(ASSIGNED TASK) Leaving out all pictures, retype the records exactly.

(Collected data entries)
# # # # # # #
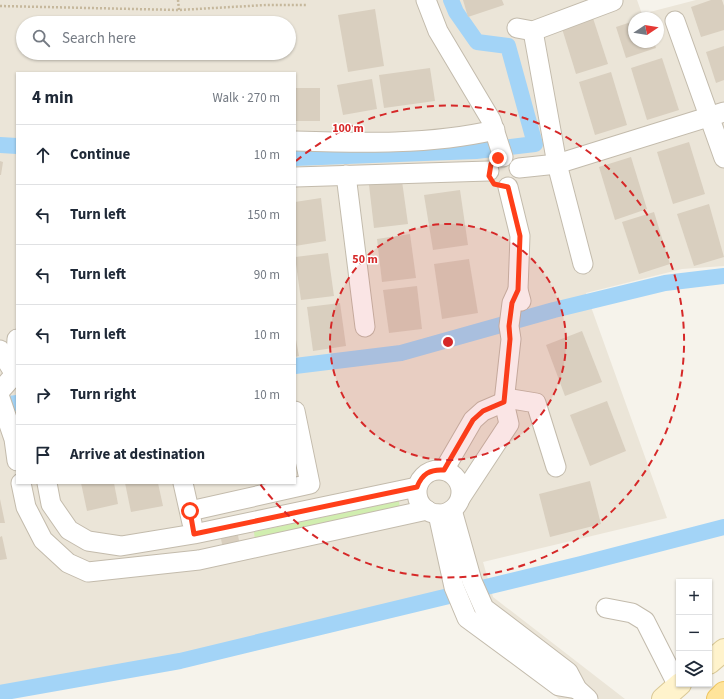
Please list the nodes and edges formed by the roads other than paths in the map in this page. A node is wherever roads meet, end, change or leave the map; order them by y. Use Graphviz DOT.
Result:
graph roads {
  1 [pos="426,0"];
  2 [pos="613,1"];
  3 [pos="674,21"];
  4 [pos="716,115"];
  5 [pos="495,130"];
  6 [pos="296,142"];
  7 [pos="503,156"];
  8 [pos="724,158"];
  9 [pos="557,164"];
  10 [pos="519,168"];
  11 [pos="489,171"];
  12 [pos="346,175"];
  13 [pos="296,177"];
  14 [pos="508,187"];
  15 [pos="583,264"];
  16 [pos="365,327"];
  17 [pos="0,350"];
  18 [pos="16,376"];
  19 [pos="0,391"];
  20 [pos="0,398"];
  21 [pos="505,400"];
  22 [pos="296,416"];
  23 [pos="16,454"];
  24 [pos="556,467"];
  25 [pos="444,470"];
  26 [pos="21,484"];
  27 [pos="47,484"];
  28 [pos="184,484"];
  29 [pos="417,487"];
  30 [pos="444,508"];
  31 [pos="190,511"];
  32 [pos="194,534"];
  33 [pos="199,560"];
  34 [pos="606,608"];
  35 [pos="724,650"];
  36 [pos="712,660"];
  37 [pos="674,690"];
  38 [pos="724,693"];
  39 [pos="583,694"];
  40 [pos="718,699"];
  1 -- 5 [label="street"];
  2 -- 9 [label="street"];
  3 -- 4 [label="street"];
  4 -- 8 [label="street"];
  4 -- 9 [label="street"];
  5 -- 6 [label="street"];
  5 -- 7 [label="street"];
  7 -- 10 [label="street"];
  7 -- 11 [label="street"];
  9 -- 10 [label="street"];
  9 -- 15 [label="street"];
  10 -- 14 [label="street"];
  11 -- 12 [label="street"];
  11 -- 14 [label="street"];
  12 -- 13 [label="street"];
  12 -- 16 [label="street"];
  14 -- 21 [label="street"];
  17 -- 18 [label="street"];
  18 -- 19 [label="street"];
  20 -- 23 [label="street"];
  21 -- 24 [label="street"];
  21 -- 25 [label="street"];
  21 -- 30 [label="street"];
  22 -- 31 [label="street"];
  25 -- 29 [label="street"];
  25 -- 30 [label="street"];
  26 -- 33 [label="street"];
  27 -- 32 [label="street"];
  28 -- 31 [label="street"];
  29 -- 30 [label="street"];
  29 -- 32 [label="street"];
  30 -- 33 [label="street"];
  30 -- 39 [label="street"];
  30 -- 39 [label="street"];
  31 -- 32 [label="street"];
  32 -- 33 [label="street"];
  34 -- 37 [label="street"];
  35 -- 36 [label="main road"];
  38 -- 40 [label="main road"];
}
# # # # # # #
(RESULT OF THE EXERCISE)
Please list the nodes and edges formed by the roads other than paths in the map in this page. A node is wherever roads meet, end, change or leave the map; order them by y. Use Graphviz DOT.
Result:
graph roads {
  1 [pos="426,0"];
  2 [pos="613,1"];
  3 [pos="674,21"];
  4 [pos="716,115"];
  5 [pos="495,130"];
  6 [pos="296,142"];
  7 [pos="503,156"];
  8 [pos="724,158"];
  9 [pos="557,164"];
  10 [pos="519,168"];
  11 [pos="489,171"];
  12 [pos="346,175"];
  13 [pos="296,177"];
  14 [pos="508,187"];
  15 [pos="583,264"];
  16 [pos="365,327"];
  17 [pos="0,350"];
  18 [pos="16,376"];
  19 [pos="0,391"];
  20 [pos="0,398"];
  21 [pos="505,400"];
  22 [pos="296,416"];
  23 [pos="16,454"];
  24 [pos="556,467"];
  25 [pos="444,470"];
  26 [pos="21,484"];
  27 [pos="47,484"];
  28 [pos="184,484"];
  29 [pos="417,487"];
  30 [pos="444,508"];
  31 [pos="190,511"];
  32 [pos="194,534"];
  33 [pos="199,560"];
  34 [pos="606,608"];
  35 [pos="724,650"];
  36 [pos="712,660"];
  37 [pos="674,690"];
  38 [pos="724,693"];
  39 [pos="583,694"];
  40 [pos="718,699"];
  1 -- 5 [label="street"];
  2 -- 9 [label="street"];
  3 -- 4 [label="street"];
  4 -- 8 [label="street"];
  4 -- 9 [label="street"];
  5 -- 6 [label="street"];
  5 -- 7 [label="street"];
  7 -- 10 [label="street"];
  7 -- 11 [label="street"];
  9 -- 10 [label="street"];
  9 -- 15 [label="street"];
  10 -- 14 [label="street"];
  11 -- 12 [label="street"];
  11 -- 14 [label="street"];
  12 -- 13 [label="street"];
  12 -- 16 [label="street"];
  14 -- 21 [label="street"];
  17 -- 18 [label="street"];
  18 -- 19 [label="street"];
  20 -- 23 [label="street"];
  21 -- 24 [label="street"];
  21 -- 25 [label="street"];
  21 -- 30 [label="street"];
  22 -- 31 [label="street"];
  25 -- 29 [label="street"];
  25 -- 30 [label="street"];
  26 -- 33 [label="street"];
  27 -- 32 [label="street"];
  28 -- 31 [label="street"];
  29 -- 30 [label="street"];
  29 -- 32 [label="street"];
  30 -- 33 [label="street"];
  30 -- 39 [label="street"];
  30 -- 39 [label="street"];
  31 -- 32 [label="street"];
  32 -- 33 [label="street"];
  34 -- 37 [label="street"];
  35 -- 36 [label="main road"];
  38 -- 40 [label="main road"];
}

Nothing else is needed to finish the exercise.